If you consider this moral, you would have to approve of the following examples, which are exact applications of this slogan in practice: fifty-one percent of humanity enslaving the other forty-nine; nine hungry cannibals eating the tenth one; a lynching mob murdering a man whom they consider dangerous to the community.

Heh. I don’t think Rand applies the Principle of Charity very well. Interestingly enough, Rand starts in a very similar place to Utilitarianism — an affirmation that Life and Consciousness are the fundamental starting points for any discussion of morality. The animal known as Man has in common with other animals the ultimate goal of survival but, unique to man, no instinct or automatic way to success. Our actions are marked by careful thought and deliberation; we have to rely on our reason, which is fallible. Rand argues that each individual alone is responsible for their own survival and the choice of what goals to pursue and values to hold on to is not subjective but an objective, metaphysical necessity due to the objective requirements of survival.

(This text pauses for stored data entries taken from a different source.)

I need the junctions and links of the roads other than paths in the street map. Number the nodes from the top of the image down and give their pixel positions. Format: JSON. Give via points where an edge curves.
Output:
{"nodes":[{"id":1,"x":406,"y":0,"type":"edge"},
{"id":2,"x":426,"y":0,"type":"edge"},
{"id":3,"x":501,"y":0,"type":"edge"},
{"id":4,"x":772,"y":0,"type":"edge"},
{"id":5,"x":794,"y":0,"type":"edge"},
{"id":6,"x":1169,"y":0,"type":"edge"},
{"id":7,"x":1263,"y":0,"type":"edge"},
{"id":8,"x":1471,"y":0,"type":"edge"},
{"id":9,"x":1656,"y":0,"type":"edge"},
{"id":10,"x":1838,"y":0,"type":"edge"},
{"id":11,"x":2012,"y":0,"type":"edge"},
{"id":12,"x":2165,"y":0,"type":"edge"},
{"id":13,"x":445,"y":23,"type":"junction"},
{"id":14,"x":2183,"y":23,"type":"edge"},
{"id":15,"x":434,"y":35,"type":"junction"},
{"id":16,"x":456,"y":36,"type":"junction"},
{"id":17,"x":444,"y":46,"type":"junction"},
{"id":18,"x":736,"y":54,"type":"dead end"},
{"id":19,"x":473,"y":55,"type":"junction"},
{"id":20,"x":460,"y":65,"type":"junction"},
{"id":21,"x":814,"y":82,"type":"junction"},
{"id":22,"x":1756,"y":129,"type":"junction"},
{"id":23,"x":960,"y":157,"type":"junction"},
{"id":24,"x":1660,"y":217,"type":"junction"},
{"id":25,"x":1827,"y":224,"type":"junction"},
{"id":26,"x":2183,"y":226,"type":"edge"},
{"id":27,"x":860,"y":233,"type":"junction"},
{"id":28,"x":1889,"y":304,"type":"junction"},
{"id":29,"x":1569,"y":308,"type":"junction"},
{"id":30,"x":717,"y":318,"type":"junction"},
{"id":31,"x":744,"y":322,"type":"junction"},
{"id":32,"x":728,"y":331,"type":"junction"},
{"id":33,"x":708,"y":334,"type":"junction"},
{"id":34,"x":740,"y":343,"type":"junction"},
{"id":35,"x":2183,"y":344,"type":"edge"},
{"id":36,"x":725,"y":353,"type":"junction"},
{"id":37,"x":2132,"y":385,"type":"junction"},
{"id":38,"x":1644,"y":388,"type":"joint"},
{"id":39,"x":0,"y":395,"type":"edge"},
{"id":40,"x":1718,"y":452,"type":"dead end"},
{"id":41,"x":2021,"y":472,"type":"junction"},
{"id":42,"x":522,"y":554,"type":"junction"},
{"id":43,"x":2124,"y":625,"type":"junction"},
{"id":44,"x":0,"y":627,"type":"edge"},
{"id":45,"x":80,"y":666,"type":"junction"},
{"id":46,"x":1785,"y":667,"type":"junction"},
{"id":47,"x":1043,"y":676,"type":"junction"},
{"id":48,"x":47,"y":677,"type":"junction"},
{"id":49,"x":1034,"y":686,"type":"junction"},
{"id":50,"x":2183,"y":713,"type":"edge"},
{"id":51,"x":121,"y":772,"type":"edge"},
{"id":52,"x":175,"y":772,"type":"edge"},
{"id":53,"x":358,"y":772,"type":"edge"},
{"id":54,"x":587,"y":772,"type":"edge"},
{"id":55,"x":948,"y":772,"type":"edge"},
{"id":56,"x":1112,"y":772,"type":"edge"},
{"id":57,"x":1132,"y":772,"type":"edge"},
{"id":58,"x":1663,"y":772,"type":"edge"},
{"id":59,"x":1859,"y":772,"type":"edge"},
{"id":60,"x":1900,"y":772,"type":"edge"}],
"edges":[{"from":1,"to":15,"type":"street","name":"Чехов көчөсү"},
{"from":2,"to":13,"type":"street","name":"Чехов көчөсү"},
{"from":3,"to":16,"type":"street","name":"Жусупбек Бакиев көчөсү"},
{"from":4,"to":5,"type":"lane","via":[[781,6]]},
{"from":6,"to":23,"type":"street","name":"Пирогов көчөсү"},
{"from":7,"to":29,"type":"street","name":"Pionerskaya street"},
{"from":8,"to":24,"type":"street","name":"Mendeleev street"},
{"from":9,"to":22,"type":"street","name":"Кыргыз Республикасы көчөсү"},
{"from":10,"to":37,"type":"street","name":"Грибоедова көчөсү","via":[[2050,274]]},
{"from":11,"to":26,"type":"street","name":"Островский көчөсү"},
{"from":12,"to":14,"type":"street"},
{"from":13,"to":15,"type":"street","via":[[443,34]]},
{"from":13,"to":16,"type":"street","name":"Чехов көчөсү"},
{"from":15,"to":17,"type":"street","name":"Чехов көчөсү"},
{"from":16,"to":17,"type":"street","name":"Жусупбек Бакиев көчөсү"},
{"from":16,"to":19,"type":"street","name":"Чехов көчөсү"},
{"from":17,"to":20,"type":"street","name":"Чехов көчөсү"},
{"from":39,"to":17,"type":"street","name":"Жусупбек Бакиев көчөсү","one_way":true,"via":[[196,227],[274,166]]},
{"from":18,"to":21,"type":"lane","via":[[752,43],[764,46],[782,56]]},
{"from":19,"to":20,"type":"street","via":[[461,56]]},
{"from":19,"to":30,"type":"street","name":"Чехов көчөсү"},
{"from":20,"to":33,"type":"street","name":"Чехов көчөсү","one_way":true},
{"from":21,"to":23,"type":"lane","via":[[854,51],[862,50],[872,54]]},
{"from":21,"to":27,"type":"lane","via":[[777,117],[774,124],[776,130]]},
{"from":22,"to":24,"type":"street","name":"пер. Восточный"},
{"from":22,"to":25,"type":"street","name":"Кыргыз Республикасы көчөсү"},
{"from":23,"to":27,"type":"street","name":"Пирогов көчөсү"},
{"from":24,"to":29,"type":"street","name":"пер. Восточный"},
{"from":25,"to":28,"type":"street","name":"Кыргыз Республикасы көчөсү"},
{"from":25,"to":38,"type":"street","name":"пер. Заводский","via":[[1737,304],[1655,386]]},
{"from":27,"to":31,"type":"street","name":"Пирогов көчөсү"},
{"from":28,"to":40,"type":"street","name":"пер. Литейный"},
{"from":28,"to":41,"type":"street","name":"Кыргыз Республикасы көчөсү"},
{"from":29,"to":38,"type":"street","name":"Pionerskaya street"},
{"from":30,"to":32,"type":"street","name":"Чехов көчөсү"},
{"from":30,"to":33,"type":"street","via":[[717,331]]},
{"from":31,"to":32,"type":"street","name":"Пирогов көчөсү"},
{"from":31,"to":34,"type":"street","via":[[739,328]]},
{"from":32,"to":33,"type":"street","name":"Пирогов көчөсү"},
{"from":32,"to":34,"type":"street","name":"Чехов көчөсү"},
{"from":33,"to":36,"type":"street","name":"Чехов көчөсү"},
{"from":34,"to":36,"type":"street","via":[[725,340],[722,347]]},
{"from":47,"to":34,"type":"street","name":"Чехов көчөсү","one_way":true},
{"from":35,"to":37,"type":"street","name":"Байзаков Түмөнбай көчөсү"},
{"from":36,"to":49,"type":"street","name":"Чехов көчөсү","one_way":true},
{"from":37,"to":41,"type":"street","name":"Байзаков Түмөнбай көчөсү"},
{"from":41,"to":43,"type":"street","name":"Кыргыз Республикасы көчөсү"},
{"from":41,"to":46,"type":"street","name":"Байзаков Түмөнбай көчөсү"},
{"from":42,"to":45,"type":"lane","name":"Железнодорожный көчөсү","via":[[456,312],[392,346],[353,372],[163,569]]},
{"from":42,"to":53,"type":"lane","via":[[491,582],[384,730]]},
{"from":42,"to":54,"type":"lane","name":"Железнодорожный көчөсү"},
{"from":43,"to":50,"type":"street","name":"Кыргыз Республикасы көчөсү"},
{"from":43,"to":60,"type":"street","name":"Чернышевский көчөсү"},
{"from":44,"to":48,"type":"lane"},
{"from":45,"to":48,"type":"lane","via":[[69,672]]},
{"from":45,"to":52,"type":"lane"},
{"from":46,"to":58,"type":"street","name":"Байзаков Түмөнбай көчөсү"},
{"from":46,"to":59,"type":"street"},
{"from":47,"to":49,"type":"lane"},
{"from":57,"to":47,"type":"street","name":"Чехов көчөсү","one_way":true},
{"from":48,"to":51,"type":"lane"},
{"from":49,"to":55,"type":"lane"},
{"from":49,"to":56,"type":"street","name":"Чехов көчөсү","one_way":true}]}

Rand is especially serious about responsibility. She is extremely disdainful of people who survive at the expense of others (either by imitation, moochers, or by violence, looters). The former are helpless and, eventually, doomed to be destroyed when they imitate the wrong person and the latter are pathetic creatures who can’t do anything for themselves and instead rely on others who actually are productive. Violence and oppression may work in the short term, but never in the long term. Want proof? Check out this image of night-lighting around Korea. The gulf between the two countries couldn’t be more obvious.

The best, most concise statement of Rand’s ethical philosophy, Objectivism (named after her belief that reality was completely objective and all this stuff was totally obvious if you just thought about it) comes from her character John Galt in Atlas Shrugged:

“I swear by my life and my love of it that I will never live for the sake of another man, nor ask another man to live for mine.”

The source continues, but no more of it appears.